Fr. James Smith, C.PP.S., is a first-year student at the Graduate Theological Union (GTU) in Berkeley, Calif., and lives in the Missionaries’ Sonnino Mission House. He hopes to obtain a doctoral degree in theology, focusing on pastoral theology and care. From 2016–20, he served in the St. Henry, Ohio, Cluster, including the past three years as parochial vicar. We asked him a few questions about his new life and times.
Your classes are all online. Are you missing the give-and-take of the classroom?
This is the first time in my life that I have taken classes online. Due to COVID-19, most universities in California have switched to online classes for the fall and likely for the spring. GTU is affiliated with Cal-Berkeley, so GTU tends to follow the lead from Berkeley.

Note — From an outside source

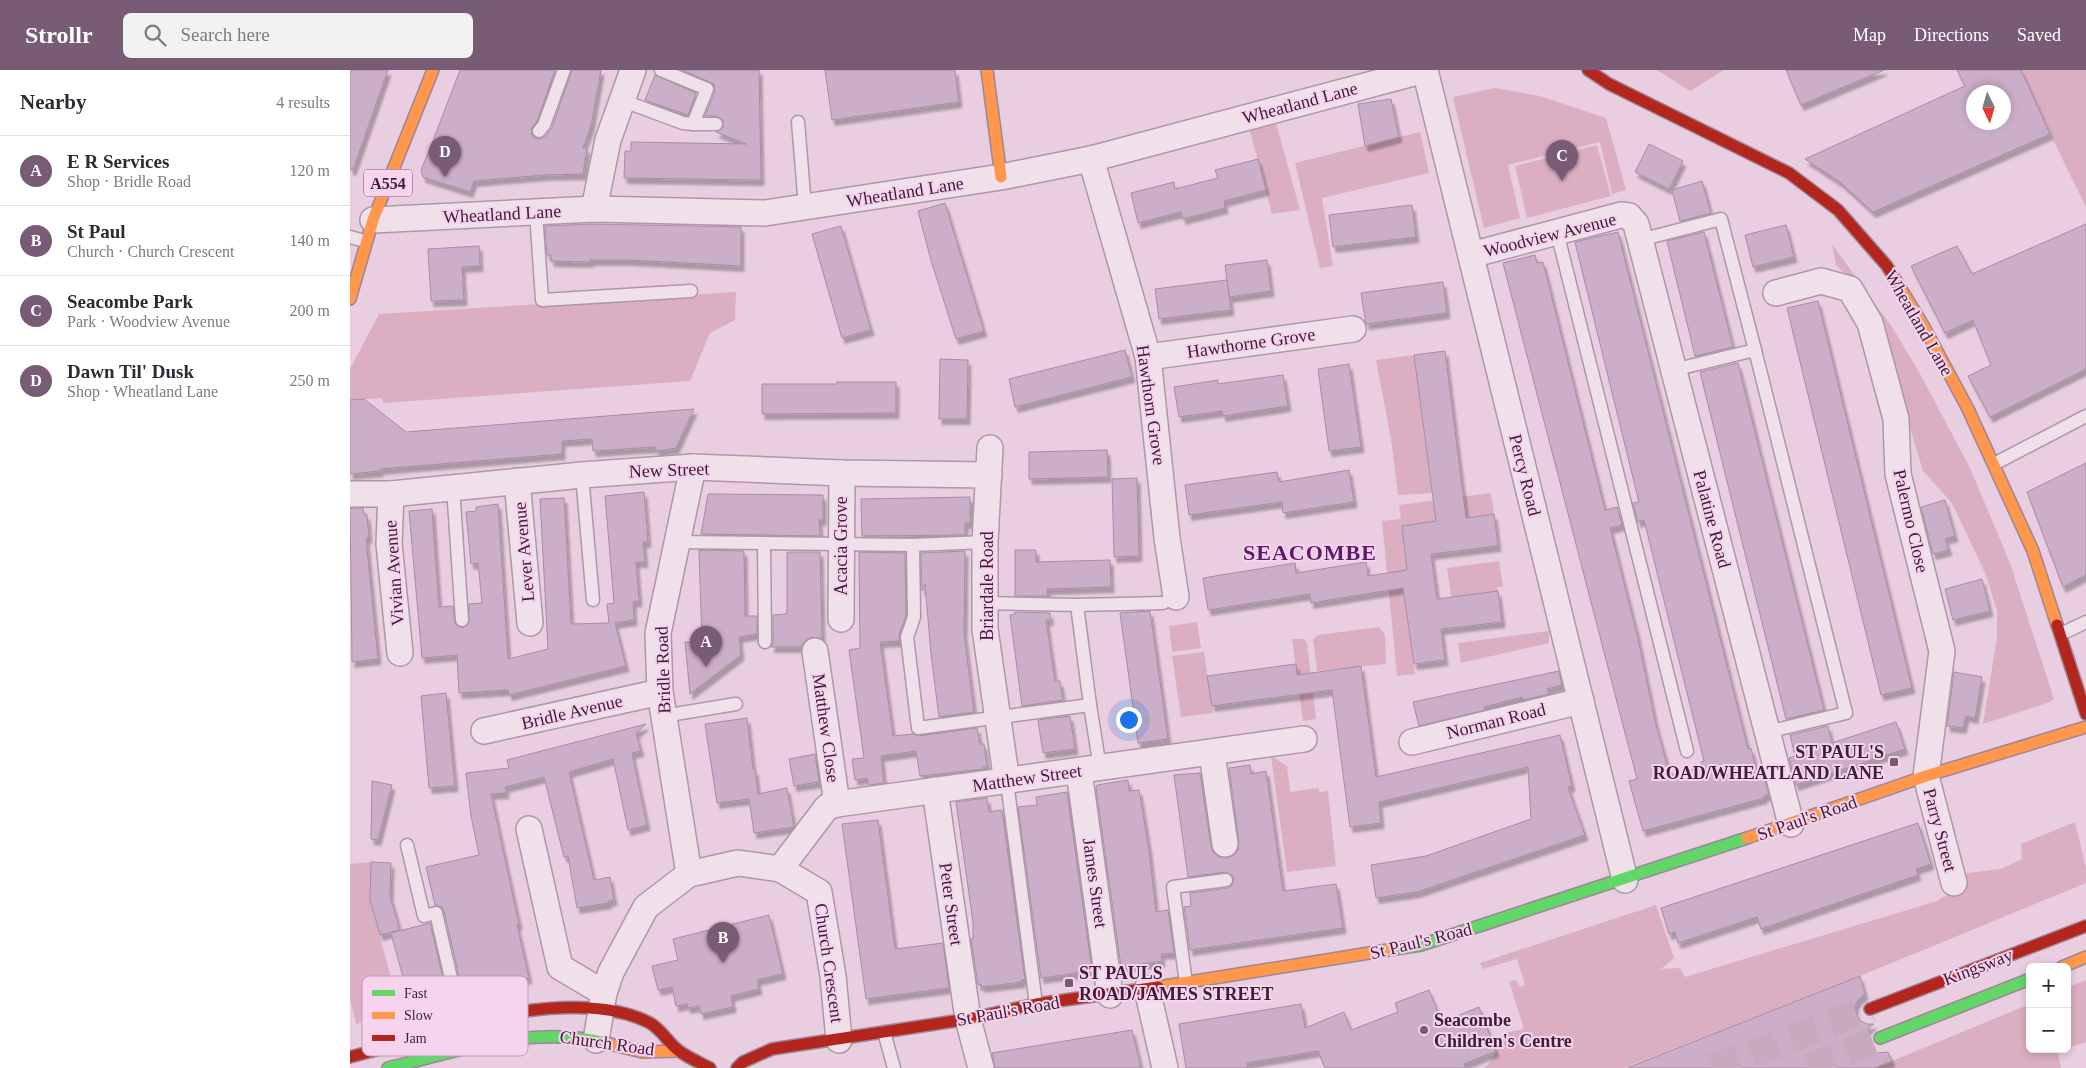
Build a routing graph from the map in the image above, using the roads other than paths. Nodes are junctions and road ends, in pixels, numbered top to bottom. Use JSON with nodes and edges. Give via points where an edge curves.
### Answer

Conversations on Zoom are not the same as in person. However, the mute button is really nice. As I mentioned to parishioners in St. Henry when we began streaming, I hoped they would like the Masses a lot more because if they didn’t like what I was preaching, they could just mute the livestream and then unmute it after I finished preaching. The ten-step commute from my bedroom to my office for online classes is the most convenient I’ve ever had.
One of the goals of theology and religious studies is to be connected to what normal people experience, something lofty academics sometimes lose sight of. The COVID-19 pandemic has inserted a lot of inconvenience into the lives of everyone. Classes on Zoom and no in-person school stuff is inconvenient, but it’s not the same level of inconvenience most people are experiencing around work, family and the other parts of life the pandemic has changed so much.
Are there any professors who have really impressed you? Any nuggets of wisdom that you can share with us?
Across eight different schools, six centers, and five affiliates, GTU is expansive in its diversity. Theology is unique enough of a field in itself, but then through the first department meeting and hearing each professor’s and student’s research interests, we discover a wide range of research and interests.
One of the things that puts doctoral work apart from other stints in school is the self-direction or focus around exams and writing, with classes serving a brief introduction. My doctoral seminar prof, who finds a way to make three hours each week on Zoom interesting and engaging, routinely says, “Put in the work, and trust the process.”
What is the homework assignment so far that has given you the most stress?
The volume of reading surprised me. I was expecting a lot, but due to the way the schedule fell, I ended up with an extra class than was recommended. Next semester will be the same. A book a week is normal in seminars, which explains the backdrop of professors’ offices with five-shelves-high lines of books after books.
It’s also a little intimidating and encouraging to be expected to do more than summarize the authors or the reading but to take it a step further in my own original ideas. Stay-at-home orders make it very difficult for me to come up with an excuse to the professor why I didn’t get the reading done. So, though it’s not ideal and kind of weird to move across the U.S. to stay at home most of the time, there is a benefit of starting back in school in the middle of a global pandemic.
Do you miss the day-to-day ministry of parish life? Will you have the opportunity for ministry as a student?
I miss the connections and relationships with parishioners and staff. I told the staff in St. Henry that the four years I spent in the cluster was the longest time I had spent in one place since I entered formation.
I have offered to help at parishes in Oakland and San Francisco, but with the pandemic still an issue in the area, church services have not returned to normal throughout California. I am also hoping to help with some lay formation programs in the area, both to get connected with them and to test the waters of teaching a bit.
Any advice for others who are thinking of going back to school/trying something new in their lives?
I think as a religious community we get paralyzed in thinking about the utility or efficiency of what we’re doing or what we might do. Salary and stability are the centripetal and centrifugal forces of the American myth. Years ago in my first semester at CTU, Fr. Jim Bacik told his class that he repeatedly told his parish staff, “Delegate and train volunteers to work yourself out of a job. There’s always more that needs to be done in ministry.”
Around the new creation in this emerging province of C.PP.S. in the United States, there’s plenty of needs and work for our witness and contribution. We just need to trust in our own creativity and gifts to step into new work. And when it feels like we’re unsuccessful or failing 70 percent of the time, like most of my papers in class, it’s helpful to remember a .300 batting average is pretty good.